* Records from a data collection
_____

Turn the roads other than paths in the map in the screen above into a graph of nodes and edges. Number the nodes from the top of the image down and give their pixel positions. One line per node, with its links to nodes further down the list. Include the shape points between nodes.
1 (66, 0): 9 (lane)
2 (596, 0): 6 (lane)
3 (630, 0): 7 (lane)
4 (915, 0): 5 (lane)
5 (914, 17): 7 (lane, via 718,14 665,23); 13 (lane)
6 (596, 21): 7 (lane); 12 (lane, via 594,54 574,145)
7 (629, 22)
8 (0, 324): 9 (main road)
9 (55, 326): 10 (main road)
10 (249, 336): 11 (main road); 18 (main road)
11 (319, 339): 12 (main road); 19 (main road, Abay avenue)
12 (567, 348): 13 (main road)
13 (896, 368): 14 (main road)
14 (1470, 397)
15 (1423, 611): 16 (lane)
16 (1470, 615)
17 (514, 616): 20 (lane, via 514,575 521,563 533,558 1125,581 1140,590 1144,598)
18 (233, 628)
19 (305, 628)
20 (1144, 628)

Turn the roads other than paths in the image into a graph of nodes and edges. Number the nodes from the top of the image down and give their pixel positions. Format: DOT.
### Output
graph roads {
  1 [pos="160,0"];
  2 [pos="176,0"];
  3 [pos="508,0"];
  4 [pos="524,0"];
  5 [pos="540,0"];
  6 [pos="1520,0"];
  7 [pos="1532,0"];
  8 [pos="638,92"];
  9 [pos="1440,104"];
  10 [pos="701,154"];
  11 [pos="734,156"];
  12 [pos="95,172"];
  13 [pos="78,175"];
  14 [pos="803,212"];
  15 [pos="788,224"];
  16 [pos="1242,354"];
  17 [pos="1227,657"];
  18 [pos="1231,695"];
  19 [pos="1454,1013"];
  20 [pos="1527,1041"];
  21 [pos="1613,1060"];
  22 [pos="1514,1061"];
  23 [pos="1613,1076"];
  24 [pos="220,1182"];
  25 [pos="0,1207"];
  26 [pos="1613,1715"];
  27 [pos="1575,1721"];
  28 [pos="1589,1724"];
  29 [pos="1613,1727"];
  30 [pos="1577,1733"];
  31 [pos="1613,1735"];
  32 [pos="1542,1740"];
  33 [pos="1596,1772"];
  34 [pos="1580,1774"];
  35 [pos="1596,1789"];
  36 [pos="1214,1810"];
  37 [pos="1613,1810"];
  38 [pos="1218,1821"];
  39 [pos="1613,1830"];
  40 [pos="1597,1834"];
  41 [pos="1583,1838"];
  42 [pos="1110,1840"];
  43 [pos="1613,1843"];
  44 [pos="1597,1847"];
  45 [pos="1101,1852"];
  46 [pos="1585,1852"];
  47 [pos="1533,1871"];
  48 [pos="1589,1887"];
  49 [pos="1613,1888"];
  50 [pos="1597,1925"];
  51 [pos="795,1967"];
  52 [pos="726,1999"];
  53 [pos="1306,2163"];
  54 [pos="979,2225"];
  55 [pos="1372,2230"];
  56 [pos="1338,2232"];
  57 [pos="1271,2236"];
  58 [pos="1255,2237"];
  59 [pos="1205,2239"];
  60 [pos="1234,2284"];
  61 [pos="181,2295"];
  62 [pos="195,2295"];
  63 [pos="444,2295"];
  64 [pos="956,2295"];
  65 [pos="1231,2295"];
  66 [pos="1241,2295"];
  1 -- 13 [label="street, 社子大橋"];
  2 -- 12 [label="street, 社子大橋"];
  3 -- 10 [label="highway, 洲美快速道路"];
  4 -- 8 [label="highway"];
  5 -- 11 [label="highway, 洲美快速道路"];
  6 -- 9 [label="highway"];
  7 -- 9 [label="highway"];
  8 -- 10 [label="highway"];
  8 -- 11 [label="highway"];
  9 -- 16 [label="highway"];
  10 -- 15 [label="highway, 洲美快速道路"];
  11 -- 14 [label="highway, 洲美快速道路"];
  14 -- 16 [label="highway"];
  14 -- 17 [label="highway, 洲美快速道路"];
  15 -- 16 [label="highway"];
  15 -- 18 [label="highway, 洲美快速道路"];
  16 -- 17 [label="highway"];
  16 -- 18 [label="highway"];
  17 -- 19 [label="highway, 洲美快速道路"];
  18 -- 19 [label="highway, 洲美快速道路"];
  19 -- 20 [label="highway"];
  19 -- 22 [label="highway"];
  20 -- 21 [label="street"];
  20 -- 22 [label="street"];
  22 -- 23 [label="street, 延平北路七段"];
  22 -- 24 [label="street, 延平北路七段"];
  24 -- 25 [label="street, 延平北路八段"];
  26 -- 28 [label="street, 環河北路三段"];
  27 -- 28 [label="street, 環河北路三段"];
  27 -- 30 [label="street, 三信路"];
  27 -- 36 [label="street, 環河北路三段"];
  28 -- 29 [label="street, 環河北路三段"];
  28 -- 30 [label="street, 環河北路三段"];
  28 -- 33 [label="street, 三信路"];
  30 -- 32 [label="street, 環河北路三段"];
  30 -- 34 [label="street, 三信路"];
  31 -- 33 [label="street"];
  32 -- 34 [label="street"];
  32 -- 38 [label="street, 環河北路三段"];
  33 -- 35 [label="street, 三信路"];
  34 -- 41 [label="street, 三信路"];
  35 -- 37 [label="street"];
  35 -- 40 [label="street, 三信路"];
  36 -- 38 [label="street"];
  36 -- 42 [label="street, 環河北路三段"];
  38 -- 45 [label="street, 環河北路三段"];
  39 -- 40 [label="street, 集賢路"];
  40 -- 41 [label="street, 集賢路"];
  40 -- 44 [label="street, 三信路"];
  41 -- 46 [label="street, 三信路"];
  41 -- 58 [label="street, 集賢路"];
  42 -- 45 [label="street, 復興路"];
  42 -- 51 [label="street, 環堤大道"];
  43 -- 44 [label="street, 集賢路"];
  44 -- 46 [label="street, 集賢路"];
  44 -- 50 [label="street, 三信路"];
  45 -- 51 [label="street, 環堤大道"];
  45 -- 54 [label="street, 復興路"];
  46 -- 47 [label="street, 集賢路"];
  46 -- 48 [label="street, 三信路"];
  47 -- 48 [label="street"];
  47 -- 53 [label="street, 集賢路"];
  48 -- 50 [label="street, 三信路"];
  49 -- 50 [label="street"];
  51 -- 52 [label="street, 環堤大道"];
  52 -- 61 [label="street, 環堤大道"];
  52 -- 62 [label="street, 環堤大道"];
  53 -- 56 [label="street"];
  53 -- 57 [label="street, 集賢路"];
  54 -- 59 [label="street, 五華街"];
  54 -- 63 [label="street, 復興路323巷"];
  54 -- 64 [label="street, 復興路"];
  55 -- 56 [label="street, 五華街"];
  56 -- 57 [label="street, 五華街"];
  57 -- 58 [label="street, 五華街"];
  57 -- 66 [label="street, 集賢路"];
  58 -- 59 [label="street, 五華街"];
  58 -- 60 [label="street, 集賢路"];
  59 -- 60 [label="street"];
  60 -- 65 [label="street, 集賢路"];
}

_____

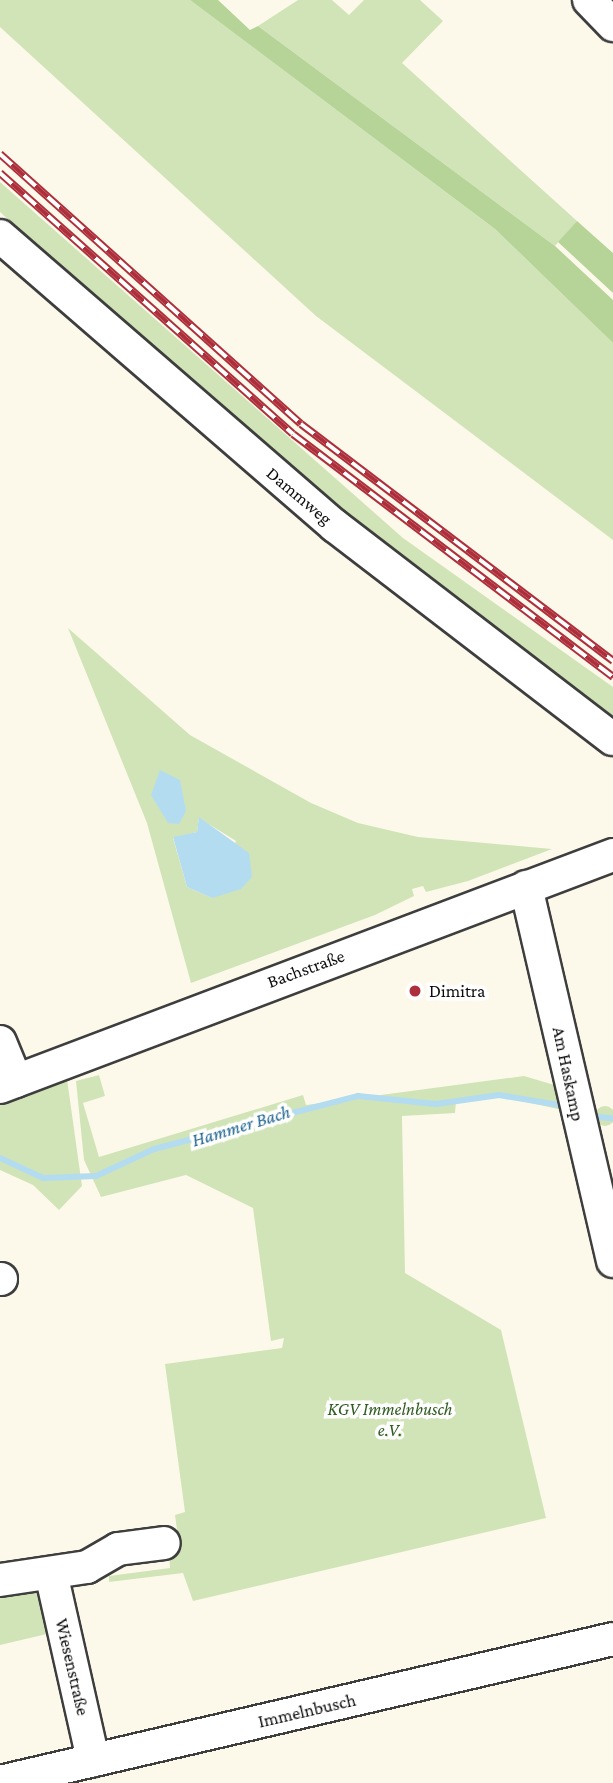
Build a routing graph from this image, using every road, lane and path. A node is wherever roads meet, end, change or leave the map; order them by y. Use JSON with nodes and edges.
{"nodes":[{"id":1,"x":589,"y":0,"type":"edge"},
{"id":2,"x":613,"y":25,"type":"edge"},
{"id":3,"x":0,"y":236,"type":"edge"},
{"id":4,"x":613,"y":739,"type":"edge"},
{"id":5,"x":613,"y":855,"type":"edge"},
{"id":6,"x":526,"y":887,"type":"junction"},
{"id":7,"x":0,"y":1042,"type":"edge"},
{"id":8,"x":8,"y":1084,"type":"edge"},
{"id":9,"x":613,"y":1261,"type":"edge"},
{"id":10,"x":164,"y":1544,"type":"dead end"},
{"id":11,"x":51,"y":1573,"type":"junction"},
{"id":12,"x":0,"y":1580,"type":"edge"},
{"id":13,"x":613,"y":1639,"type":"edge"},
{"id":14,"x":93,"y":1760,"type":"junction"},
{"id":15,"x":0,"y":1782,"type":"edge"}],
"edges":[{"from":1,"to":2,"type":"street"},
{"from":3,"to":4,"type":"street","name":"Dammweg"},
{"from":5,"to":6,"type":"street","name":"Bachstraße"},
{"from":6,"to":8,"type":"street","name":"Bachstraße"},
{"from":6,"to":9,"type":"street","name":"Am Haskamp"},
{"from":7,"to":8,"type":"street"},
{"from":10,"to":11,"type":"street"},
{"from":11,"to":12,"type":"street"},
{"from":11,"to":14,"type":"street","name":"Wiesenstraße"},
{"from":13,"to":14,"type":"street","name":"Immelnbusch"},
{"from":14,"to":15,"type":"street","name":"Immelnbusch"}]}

_____

Among the lines of the data, which ones contain the word "other"? Show them.

* Result of the task
Turn the roads other than paths in the map in the screen above into a graph of nodes and edges. Number the nodes from the top of the image down and give their pixel positions. One line per node, with its links to nodes further down the list. Include the shape points between nodes.
Turn the roads other than paths in the image into a graph of nodes and edges. Number the nodes from the top of the image down and give their pixel positions. Format: DOT.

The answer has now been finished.